> **SOURCE INFORMATION**:
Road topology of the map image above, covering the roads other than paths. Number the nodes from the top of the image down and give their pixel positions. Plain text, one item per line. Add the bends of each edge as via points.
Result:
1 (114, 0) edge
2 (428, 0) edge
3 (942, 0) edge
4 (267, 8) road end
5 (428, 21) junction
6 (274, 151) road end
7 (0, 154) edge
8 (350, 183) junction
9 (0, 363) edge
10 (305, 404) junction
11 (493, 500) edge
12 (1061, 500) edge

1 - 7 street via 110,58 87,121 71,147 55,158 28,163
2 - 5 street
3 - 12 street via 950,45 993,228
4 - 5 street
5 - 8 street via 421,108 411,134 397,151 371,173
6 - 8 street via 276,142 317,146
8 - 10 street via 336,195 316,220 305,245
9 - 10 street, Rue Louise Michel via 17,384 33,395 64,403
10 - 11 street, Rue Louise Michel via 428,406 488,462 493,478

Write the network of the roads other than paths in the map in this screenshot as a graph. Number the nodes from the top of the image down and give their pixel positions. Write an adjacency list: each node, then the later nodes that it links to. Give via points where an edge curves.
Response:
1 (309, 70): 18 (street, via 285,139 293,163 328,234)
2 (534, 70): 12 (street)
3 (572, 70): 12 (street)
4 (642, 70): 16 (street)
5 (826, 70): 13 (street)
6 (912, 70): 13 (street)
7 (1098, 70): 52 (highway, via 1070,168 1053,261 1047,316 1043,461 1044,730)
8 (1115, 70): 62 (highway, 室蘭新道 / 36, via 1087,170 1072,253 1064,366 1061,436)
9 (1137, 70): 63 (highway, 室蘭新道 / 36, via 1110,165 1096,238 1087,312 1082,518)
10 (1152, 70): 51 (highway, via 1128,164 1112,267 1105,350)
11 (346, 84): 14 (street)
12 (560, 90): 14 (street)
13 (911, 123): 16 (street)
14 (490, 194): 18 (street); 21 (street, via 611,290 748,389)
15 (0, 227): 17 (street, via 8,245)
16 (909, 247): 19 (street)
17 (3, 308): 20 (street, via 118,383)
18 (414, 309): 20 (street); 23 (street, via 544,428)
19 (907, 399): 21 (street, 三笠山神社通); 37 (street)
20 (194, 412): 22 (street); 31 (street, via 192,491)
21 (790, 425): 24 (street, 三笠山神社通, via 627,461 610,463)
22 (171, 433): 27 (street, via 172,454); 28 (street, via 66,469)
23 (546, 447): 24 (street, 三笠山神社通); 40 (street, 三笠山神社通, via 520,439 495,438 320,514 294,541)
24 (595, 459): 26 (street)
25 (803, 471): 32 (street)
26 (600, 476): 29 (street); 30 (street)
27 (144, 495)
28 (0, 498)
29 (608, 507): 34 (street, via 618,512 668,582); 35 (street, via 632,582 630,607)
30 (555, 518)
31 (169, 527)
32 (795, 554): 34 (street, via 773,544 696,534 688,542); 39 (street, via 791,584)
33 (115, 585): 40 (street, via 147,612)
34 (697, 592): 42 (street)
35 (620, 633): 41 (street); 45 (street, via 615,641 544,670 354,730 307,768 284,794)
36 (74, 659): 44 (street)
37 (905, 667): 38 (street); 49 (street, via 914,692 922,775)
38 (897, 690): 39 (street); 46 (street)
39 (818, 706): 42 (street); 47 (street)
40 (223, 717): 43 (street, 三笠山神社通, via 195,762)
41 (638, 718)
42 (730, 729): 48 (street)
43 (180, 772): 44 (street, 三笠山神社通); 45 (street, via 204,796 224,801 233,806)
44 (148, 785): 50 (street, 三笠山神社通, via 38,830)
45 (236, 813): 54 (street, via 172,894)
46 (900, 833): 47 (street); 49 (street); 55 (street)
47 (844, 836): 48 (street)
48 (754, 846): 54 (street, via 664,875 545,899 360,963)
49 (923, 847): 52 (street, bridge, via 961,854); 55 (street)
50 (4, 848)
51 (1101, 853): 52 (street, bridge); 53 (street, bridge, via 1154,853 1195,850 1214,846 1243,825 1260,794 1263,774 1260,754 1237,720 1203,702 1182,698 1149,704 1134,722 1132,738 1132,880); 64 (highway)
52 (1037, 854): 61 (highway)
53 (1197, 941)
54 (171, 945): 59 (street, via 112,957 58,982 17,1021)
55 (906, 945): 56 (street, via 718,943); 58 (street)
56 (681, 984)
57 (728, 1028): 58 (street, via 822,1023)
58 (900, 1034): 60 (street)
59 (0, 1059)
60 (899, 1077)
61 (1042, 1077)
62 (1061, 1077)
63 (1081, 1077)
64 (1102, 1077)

> **THE PROBLEM**: Only the number is needed. Say how many lines of the entries contain "Louise".

> **RESPONSE TO THIS TASK**: 2